**DATASET ENTRIES:**
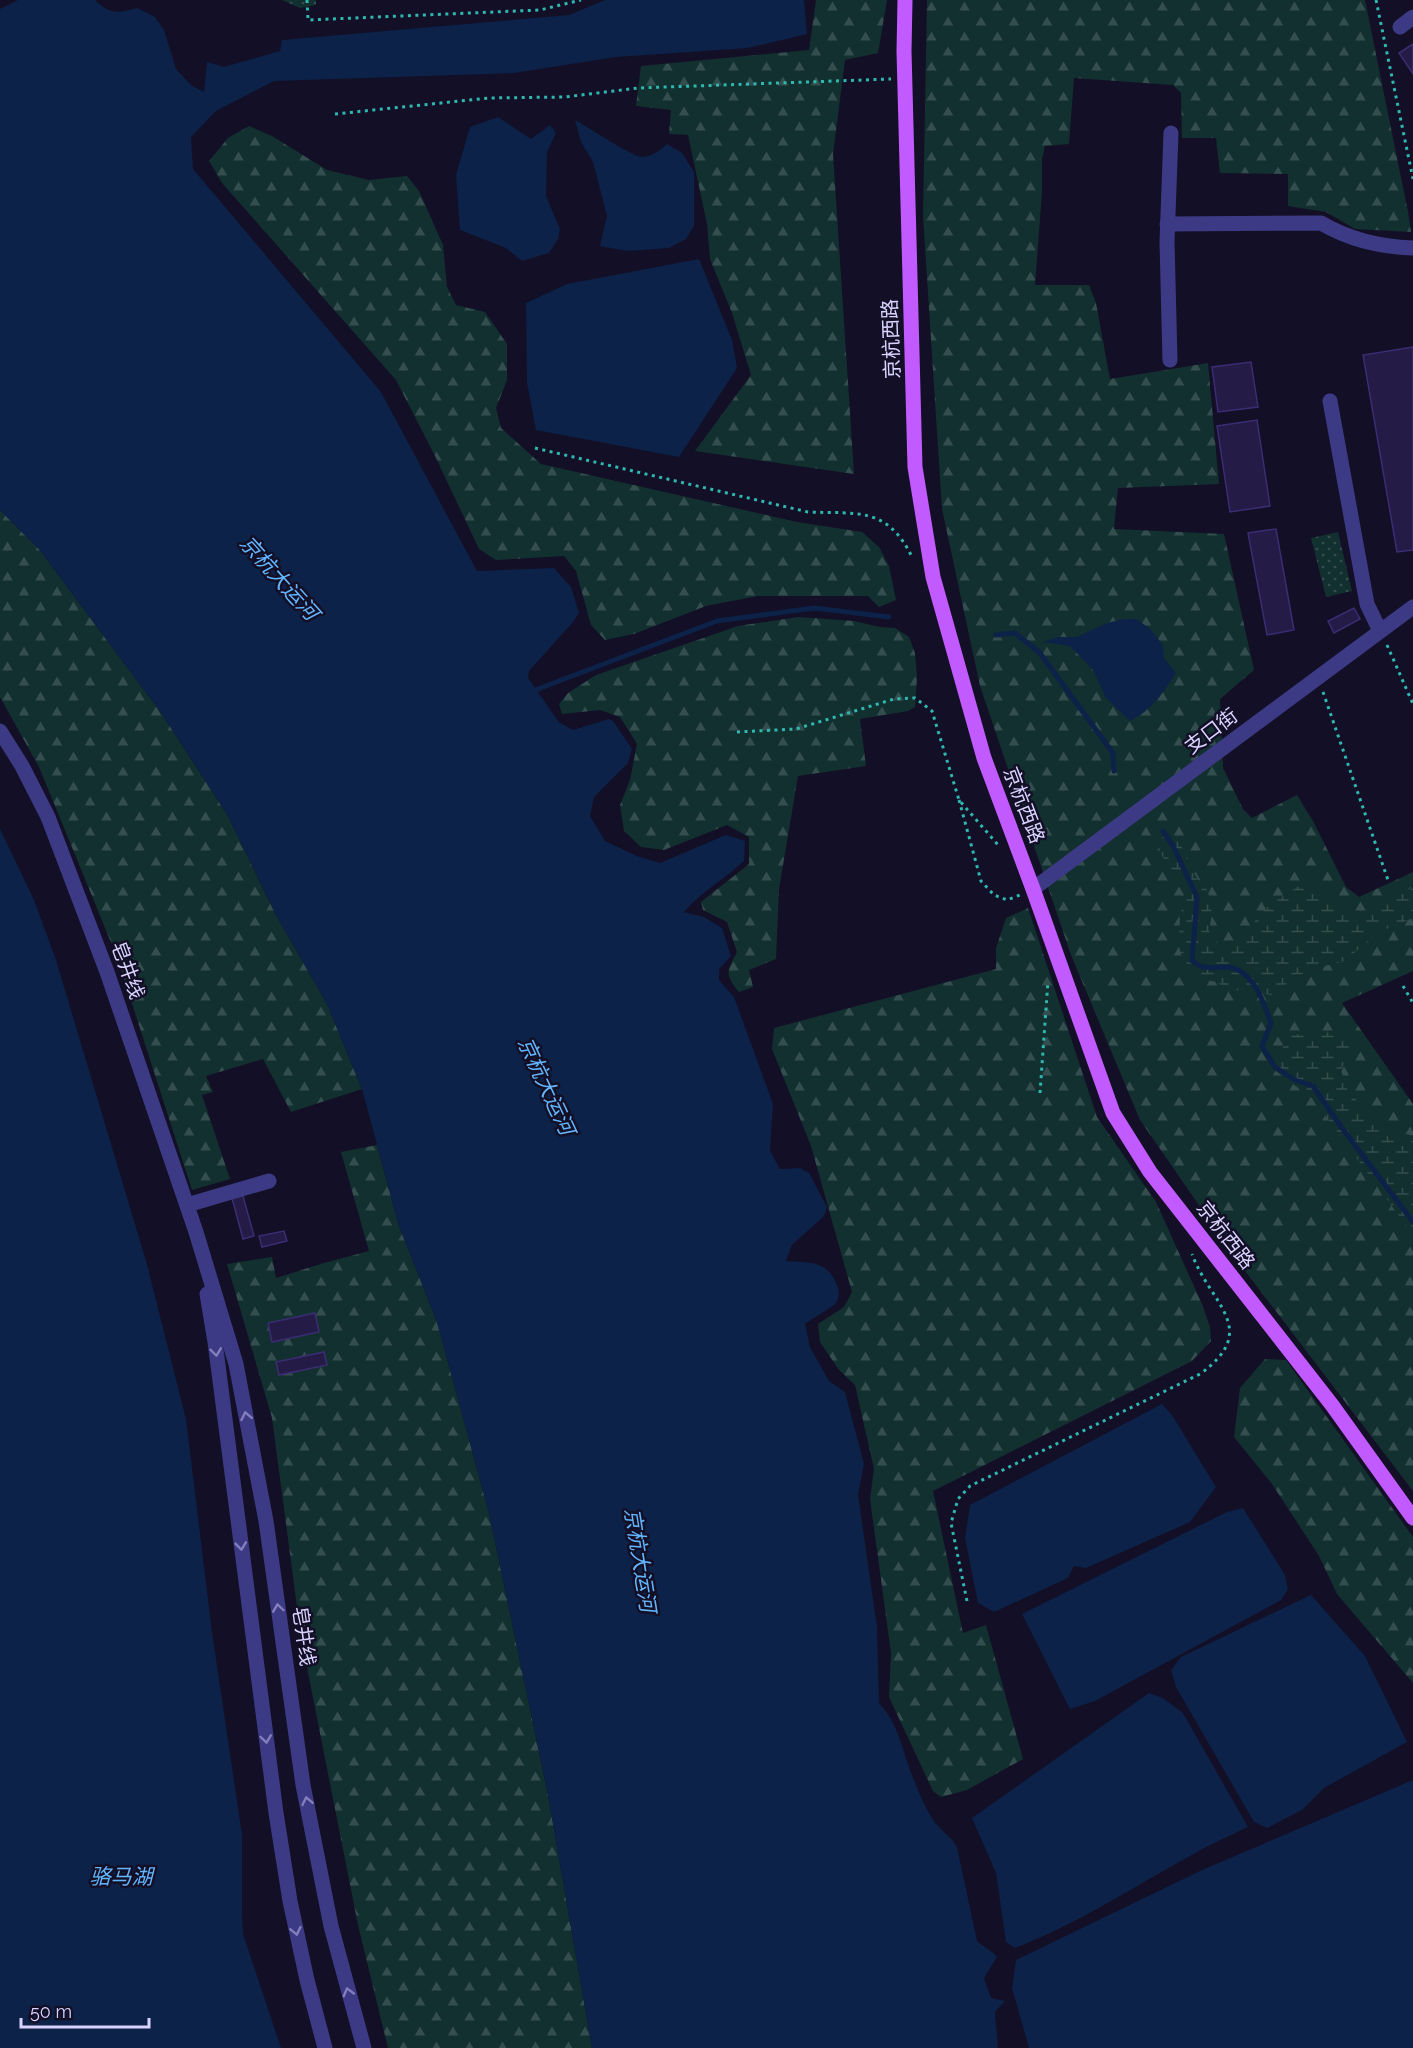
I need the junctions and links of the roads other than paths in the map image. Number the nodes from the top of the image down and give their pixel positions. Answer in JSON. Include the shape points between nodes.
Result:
{"nodes":[{"id":1,"x":904,"y":0,"type":"edge"},
{"id":2,"x":1413,"y":17,"type":"edge"},
{"id":3,"x":1400,"y":27,"type":"dead end"},
{"id":4,"x":1172,"y":133,"type":"dead end"},
{"id":5,"x":1167,"y":224,"type":"junction"},
{"id":6,"x":1413,"y":248,"type":"edge"},
{"id":7,"x":1170,"y":360,"type":"dead end"},
{"id":8,"x":1330,"y":401,"type":"dead end"},
{"id":9,"x":1413,"y":607,"type":"edge"},
{"id":10,"x":1380,"y":631,"type":"junction"},
{"id":11,"x":0,"y":731,"type":"edge"},
{"id":12,"x":1033,"y":889,"type":"junction"},
{"id":13,"x":269,"y":1181,"type":"dead end"},
{"id":14,"x":187,"y":1205,"type":"junction"},
{"id":15,"x":196,"y":1232,"type":"junction"},
{"id":16,"x":1413,"y":1518,"type":"edge"},
{"id":17,"x":325,"y":2048,"type":"edge"},
{"id":18,"x":364,"y":2048,"type":"edge"}],
"edges":[{"from":1,"to":12,"type":"main road","name":"京杭西路","via":[[915,467],[933,577],[984,758]]},
{"from":2,"to":3,"type":"street"},
{"from":4,"to":5,"type":"street"},
{"from":5,"to":6,"type":"street","via":[[1321,223],[1362,242]]},
{"from":5,"to":7,"type":"street"},
{"from":8,"to":10,"type":"street","via":[[1367,604]]},
{"from":9,"to":10,"type":"street","name":"支口街"},
{"from":10,"to":12,"type":"street","name":"支口街"},
{"from":11,"to":14,"type":"street","name":"皂井线","via":[[48,817],[107,972]]},
{"from":12,"to":16,"type":"main road","name":"京杭西路","via":[[1113,1113],[1150,1172],[1332,1405]]},
{"from":13,"to":14,"type":"street"},
{"from":14,"to":15,"type":"street","name":"皂井线"},
{"from":15,"to":17,"type":"street","name":"皂井线","one_way":true,"via":[[215,1342],[279,1835],[304,1969]]},
{"from":18,"to":15,"type":"street","name":"皂井线","one_way":true,"via":[[331,1926],[303,1785],[266,1521],[236,1364]]}]}
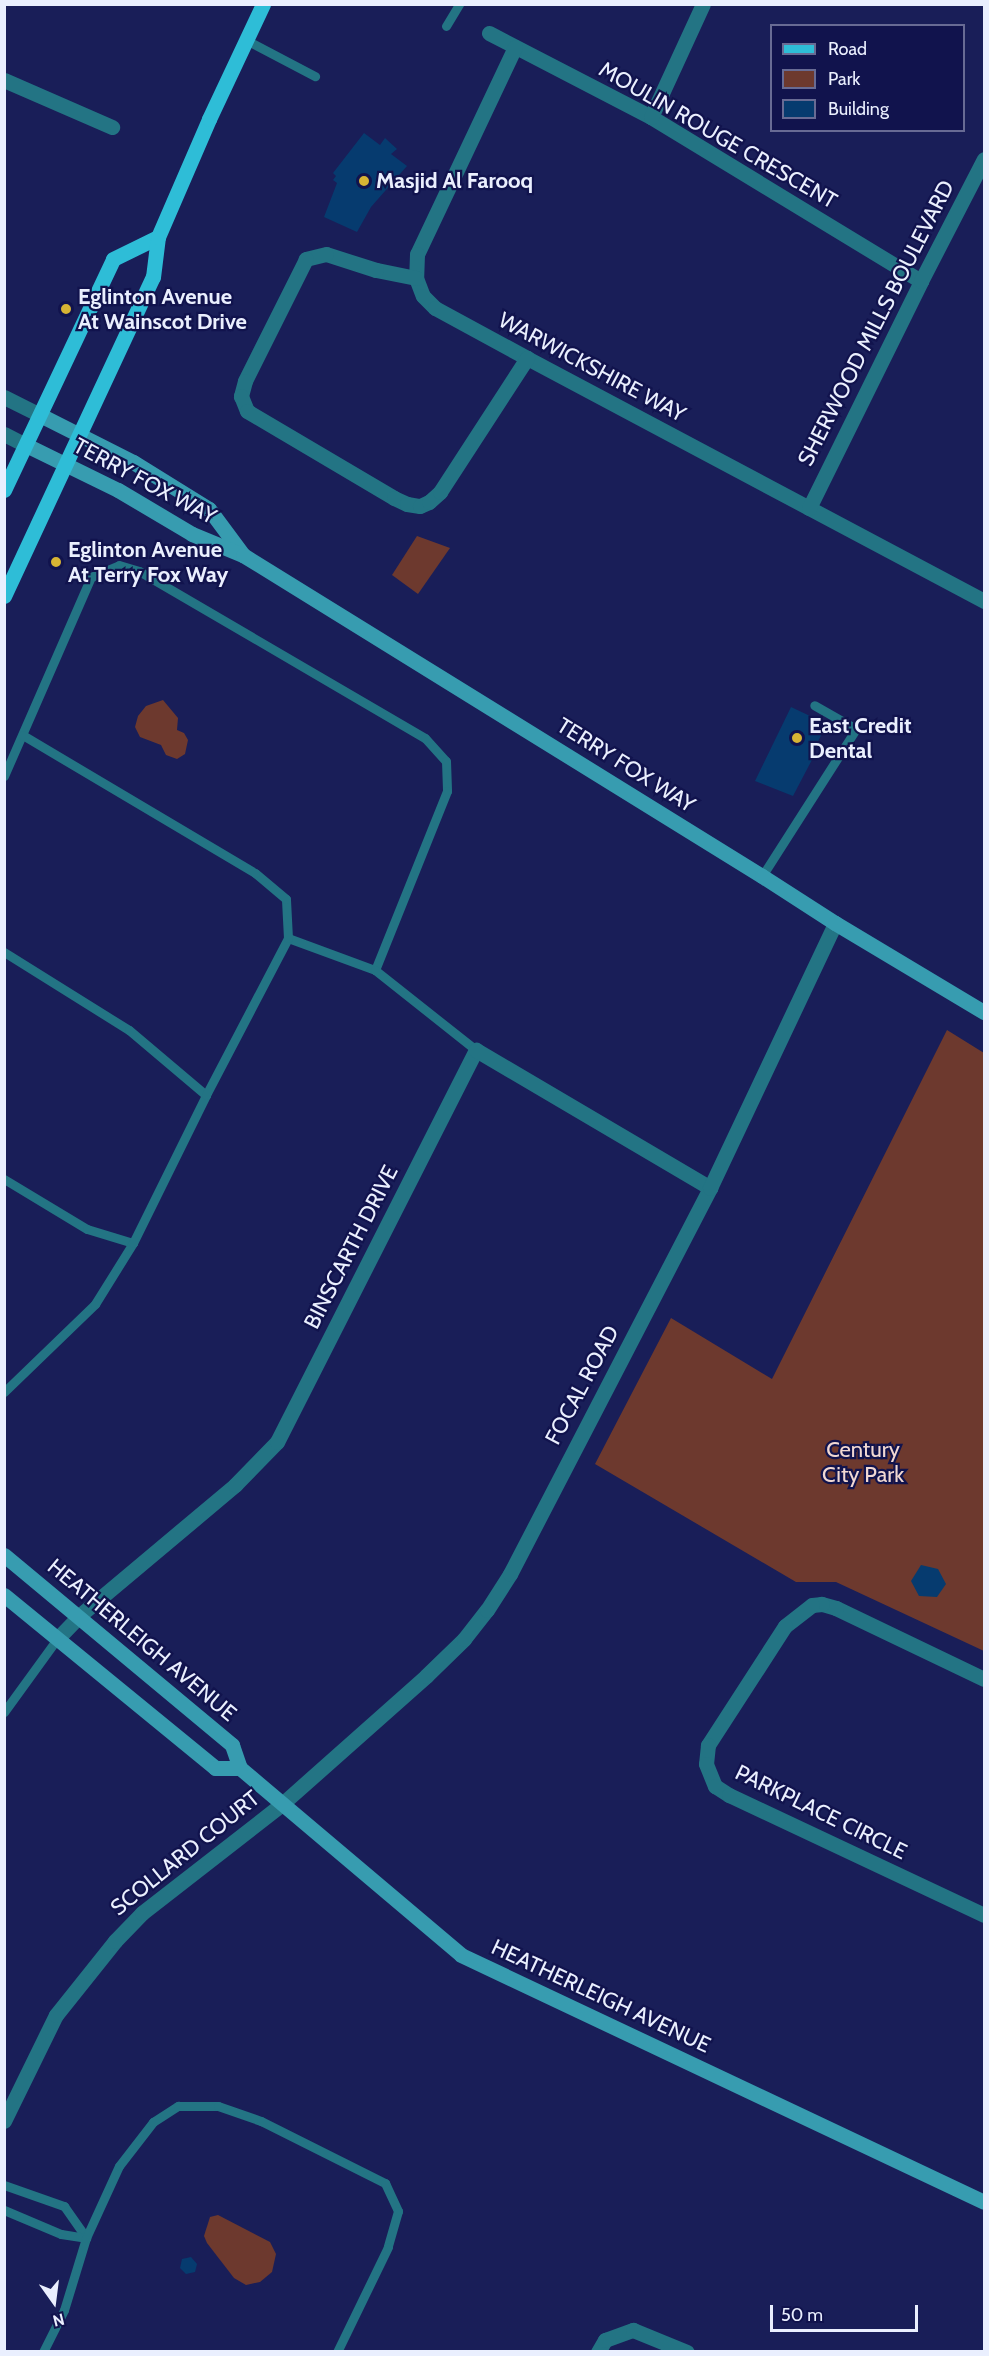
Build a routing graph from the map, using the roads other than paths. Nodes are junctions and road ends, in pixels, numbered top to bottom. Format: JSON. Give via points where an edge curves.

**REQUIRED ACTION:** Which lines above hold the string "paths"? Copy each of them.

**WRITTEN ANSWER:**
I need the junctions and links of the roads other than paths in the map image. Number the nodes from the top of the image down and give their pixel positions. Answer in JSON. Include the shape points between nodes.
Build a routing graph from the map, using the roads other than paths. Nodes are junctions and road ends, in pixels, numbered top to bottom. Format: JSON. Give via points where an edge curves.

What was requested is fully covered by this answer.